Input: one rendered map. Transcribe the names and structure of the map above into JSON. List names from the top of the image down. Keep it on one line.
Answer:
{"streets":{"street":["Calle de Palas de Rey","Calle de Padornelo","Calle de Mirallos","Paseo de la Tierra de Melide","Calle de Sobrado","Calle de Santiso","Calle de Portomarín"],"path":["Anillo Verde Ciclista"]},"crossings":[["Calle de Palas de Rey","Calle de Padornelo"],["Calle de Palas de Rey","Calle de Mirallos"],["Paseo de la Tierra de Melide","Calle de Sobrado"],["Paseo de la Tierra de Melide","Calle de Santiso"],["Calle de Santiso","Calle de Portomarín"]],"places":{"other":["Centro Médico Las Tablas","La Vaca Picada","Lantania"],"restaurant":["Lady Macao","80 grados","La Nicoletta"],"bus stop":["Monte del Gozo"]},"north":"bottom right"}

○ ○ ○ ○ ○

§ **What is required**: Your answer should be the listing itself, repeated exactly.

§ **Reply**:
Input: one rendered map. Transcribe the names and structure of the map above into JSON. List names from the top of the image down. Keep it on one line.
Answer:
{"streets":{"street":["Calle de Palas de Rey","Calle de Padornelo","Calle de Mirallos","Paseo de la Tierra de Melide","Calle de Sobrado","Calle de Santiso","Calle de Portomarín"],"path":["Anillo Verde Ciclista"]},"crossings":[["Calle de Palas de Rey","Calle de Padornelo"],["Calle de Palas de Rey","Calle de Mirallos"],["Paseo de la Tierra de Melide","Calle de Sobrado"],["Paseo de la Tierra de Melide","Calle de Santiso"],["Calle de Santiso","Calle de Portomarín"]],"places":{"other":["Centro Médico Las Tablas","La Vaca Picada","Lantania"],"restaurant":["Lady Macao","80 grados","La Nicoletta"],"bus stop":["Monte del Gozo"]},"north":"bottom right"}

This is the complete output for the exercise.